<<<<
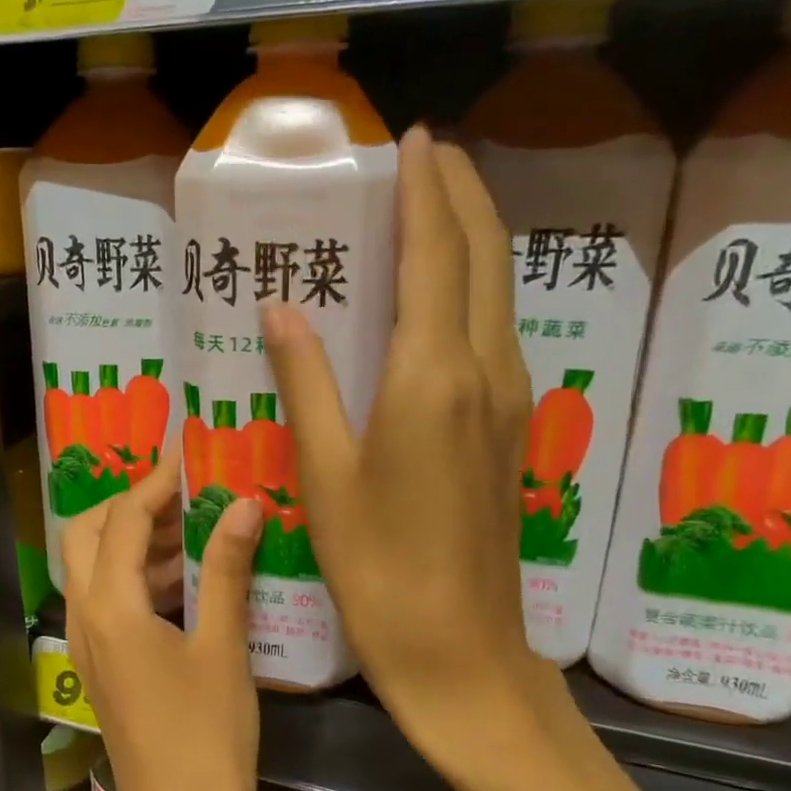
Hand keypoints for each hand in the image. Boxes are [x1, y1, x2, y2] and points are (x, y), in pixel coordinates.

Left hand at [62, 454, 262, 790]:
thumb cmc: (207, 740)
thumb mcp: (223, 648)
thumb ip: (225, 570)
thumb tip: (242, 503)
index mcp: (110, 608)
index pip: (121, 519)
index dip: (154, 482)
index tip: (189, 456)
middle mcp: (86, 619)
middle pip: (85, 536)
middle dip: (127, 506)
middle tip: (181, 494)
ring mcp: (89, 646)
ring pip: (94, 569)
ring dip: (134, 541)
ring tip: (193, 528)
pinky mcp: (104, 667)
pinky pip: (108, 601)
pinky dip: (138, 577)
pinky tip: (188, 582)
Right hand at [263, 126, 563, 765]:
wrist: (460, 648)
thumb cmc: (378, 564)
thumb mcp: (326, 472)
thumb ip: (306, 381)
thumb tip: (281, 309)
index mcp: (432, 376)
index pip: (436, 255)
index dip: (426, 192)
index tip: (414, 142)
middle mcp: (483, 372)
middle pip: (486, 257)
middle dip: (463, 195)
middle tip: (431, 156)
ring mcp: (508, 400)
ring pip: (499, 291)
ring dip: (473, 237)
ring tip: (435, 206)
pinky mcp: (509, 428)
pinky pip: (495, 330)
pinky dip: (473, 287)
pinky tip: (441, 293)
>>>>
■ **AIM OF THE TASK**:
Retype exactly, please, each line from the line that contains "index pip: (121, 519)" through the last line of the entries above, with nothing added.

■ **ANSWER TO THE EXERCISE**:
index pip: (121, 519)
index dip: (154, 482)
index tip: (189, 456)
middle mcp: (86, 619)
middle pip: (85, 536)
middle dip: (127, 506)
middle tip: (181, 494)
ring mcp: (89, 646)
ring pip: (94, 569)
ring dip: (134, 541)
ring tip: (193, 528)
pinky mcp: (104, 667)
pinky pip: (108, 601)
pinky dip: (138, 577)
pinky tip: (188, 582)
Right hand at [263, 126, 563, 765]:
wrist: (460, 648)
thumb cmc: (378, 564)
thumb mcp: (326, 472)
thumb ip: (306, 381)
thumb tip: (281, 309)
index mcp: (432, 376)
index pip: (436, 255)
index dip: (426, 192)
index tip: (414, 142)
middle mcp: (483, 372)
middle pip: (486, 257)
middle dip: (463, 195)
middle tip: (431, 156)
ring mcp: (508, 400)
ring pip: (499, 291)
ring dip: (473, 237)
ring tip: (435, 206)
pinky mcp: (509, 428)
pinky pip: (495, 330)
pinky dip: (473, 287)
pinky tip: (441, 293)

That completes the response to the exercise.